Most exciting news too, Jim and Janet have achieved an Australian Mist FIRST - Djindi Warru tied for SPAY CAT OF THE YEAR in the NSWCFA Cat of the Year Awards. A really big cheer for the three of them - and all the effort that we know such an achievement entails. Oh, and Yes, they did choose another Australian Mist at the Party this Year ...this time a well planned lilac spotted lady, with which to start the new show year!
Jim says that it is just as well that the party will be in Victoria next year, as they really have just about reached cat capacity!

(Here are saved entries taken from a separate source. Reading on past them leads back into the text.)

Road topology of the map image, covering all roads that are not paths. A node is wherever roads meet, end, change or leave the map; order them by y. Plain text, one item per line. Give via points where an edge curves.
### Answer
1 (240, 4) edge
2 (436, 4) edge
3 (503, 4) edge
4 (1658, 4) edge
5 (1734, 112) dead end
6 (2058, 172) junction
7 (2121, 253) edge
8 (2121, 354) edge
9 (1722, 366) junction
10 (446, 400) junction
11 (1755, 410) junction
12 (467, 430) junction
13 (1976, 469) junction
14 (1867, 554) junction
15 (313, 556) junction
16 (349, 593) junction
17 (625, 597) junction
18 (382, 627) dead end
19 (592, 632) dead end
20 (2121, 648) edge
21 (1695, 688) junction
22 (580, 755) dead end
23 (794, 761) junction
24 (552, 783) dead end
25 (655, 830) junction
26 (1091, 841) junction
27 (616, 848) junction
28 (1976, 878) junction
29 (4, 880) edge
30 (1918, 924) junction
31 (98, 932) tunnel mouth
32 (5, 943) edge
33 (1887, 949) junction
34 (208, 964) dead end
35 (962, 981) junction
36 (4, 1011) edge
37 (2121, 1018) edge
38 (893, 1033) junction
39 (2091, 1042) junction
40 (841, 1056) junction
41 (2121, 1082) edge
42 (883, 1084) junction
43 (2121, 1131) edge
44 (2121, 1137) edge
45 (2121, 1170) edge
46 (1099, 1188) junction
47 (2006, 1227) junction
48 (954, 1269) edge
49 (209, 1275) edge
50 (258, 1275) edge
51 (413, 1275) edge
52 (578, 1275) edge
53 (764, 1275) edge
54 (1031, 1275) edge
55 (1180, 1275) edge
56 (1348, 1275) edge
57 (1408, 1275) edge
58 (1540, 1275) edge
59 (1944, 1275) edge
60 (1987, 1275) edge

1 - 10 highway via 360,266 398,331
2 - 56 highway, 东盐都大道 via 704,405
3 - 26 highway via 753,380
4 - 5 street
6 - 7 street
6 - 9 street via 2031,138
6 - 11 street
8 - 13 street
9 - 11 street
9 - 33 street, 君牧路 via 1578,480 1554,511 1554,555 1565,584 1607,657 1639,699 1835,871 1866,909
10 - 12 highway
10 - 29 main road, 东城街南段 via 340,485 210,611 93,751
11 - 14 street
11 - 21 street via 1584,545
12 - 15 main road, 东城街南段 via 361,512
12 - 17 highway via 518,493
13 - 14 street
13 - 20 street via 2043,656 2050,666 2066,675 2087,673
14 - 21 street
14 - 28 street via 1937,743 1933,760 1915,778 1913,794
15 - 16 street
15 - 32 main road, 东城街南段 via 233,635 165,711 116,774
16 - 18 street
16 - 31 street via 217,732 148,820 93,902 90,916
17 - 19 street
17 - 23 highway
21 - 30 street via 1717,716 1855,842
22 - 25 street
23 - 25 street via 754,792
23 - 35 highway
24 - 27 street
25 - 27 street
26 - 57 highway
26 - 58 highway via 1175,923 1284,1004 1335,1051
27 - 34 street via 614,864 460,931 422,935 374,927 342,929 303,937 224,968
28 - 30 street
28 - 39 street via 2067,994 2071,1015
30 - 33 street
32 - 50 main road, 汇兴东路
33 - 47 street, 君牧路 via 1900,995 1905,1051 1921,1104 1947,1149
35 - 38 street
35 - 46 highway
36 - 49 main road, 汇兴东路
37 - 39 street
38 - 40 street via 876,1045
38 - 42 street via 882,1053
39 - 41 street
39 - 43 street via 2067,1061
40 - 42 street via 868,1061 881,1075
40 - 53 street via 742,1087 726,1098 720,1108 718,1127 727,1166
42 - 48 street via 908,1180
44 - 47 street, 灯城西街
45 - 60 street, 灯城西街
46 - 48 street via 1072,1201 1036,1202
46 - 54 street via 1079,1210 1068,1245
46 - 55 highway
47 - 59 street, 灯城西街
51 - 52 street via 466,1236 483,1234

The final piece of interesting information is that we will be having an Australian Mist Specialist Ring in 2001, at the Siamese and Short Hair Show, to be held on Saturday March 17, 2001. Mrs Rhondda Watson, our Patron, is the President of this Club. There will be two closed judging rings as part of the main show, then an Open Ring, judged by Mrs Cheryle U’ren, specially for Australian Mist. The specialist ring will be a single price entry for an Open/Age class plus automatic entry into 4 side classes for all exhibits. I will supply the Show Secretary with a list of all our Interstate Exhibitors and Breeders so that all will receive a copy of the Show Schedule in good time. I hope that many of you will be able to come - or even to send up your best cat as an exhibit - this is our Fifteenth Anniversary Breed Show, and we look forward to a good turnout. The owners of the new line first generation kittens are also being invited to join us in an AOV class, which should be interesting. The kittens cannot be judged on their colour or pattern, hence emphasis will be on conformation and coat texture. I am really looking forward to seeing several of them together just before they become adults. I believe that already they have diverged quite considerably in body and head shape, and indeed in colour.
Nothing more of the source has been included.